● **INSTRUCTIONS TO FOLLOW**
Check the entries below for lines with "Harding"; report only how many there are.
━━━
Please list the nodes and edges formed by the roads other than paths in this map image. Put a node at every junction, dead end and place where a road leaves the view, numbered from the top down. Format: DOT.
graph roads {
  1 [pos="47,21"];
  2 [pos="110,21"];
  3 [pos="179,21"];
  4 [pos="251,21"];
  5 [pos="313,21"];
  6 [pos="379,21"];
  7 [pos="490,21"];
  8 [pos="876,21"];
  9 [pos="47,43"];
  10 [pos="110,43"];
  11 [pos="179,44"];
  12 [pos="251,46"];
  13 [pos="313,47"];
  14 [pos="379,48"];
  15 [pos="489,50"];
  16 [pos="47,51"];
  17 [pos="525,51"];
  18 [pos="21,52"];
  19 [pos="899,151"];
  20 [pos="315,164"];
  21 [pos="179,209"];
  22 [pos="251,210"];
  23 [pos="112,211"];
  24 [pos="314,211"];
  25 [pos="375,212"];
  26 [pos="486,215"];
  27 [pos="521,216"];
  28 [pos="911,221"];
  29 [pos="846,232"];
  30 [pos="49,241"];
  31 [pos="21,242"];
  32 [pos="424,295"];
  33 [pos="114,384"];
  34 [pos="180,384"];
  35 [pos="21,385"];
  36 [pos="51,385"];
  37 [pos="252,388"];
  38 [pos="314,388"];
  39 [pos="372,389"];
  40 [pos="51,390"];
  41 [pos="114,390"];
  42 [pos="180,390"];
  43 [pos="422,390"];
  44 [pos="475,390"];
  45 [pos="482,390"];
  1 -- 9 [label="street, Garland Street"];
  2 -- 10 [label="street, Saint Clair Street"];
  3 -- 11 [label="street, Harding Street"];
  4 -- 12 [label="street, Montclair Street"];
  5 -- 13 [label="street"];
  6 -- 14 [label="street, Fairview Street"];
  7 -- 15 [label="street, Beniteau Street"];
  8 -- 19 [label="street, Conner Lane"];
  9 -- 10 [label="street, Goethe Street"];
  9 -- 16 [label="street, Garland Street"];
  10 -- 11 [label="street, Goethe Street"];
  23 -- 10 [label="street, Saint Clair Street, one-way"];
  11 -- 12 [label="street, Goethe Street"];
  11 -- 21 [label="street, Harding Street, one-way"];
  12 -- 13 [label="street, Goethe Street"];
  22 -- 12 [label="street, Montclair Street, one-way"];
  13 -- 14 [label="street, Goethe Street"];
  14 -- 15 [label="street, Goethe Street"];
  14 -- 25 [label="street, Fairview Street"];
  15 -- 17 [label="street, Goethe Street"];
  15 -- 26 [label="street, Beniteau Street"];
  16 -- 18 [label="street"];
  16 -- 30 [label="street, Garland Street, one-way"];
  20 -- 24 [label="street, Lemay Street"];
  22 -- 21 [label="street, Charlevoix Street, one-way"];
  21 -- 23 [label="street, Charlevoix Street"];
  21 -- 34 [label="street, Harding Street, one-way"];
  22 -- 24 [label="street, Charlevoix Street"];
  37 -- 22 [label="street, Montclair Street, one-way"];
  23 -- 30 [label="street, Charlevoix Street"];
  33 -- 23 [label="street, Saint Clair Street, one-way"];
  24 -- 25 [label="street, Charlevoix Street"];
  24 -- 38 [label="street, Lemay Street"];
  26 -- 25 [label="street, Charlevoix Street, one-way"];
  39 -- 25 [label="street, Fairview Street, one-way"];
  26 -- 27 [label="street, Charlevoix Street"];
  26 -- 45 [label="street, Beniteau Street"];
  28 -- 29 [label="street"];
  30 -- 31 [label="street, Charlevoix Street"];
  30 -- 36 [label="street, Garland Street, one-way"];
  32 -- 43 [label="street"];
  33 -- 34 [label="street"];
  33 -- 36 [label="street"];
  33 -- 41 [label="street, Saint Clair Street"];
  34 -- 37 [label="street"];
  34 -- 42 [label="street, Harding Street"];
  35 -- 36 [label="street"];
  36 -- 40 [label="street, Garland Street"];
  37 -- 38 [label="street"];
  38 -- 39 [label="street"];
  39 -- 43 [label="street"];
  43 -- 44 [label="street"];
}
━━━
● **SOLUTION TO THIS PROBLEM**
4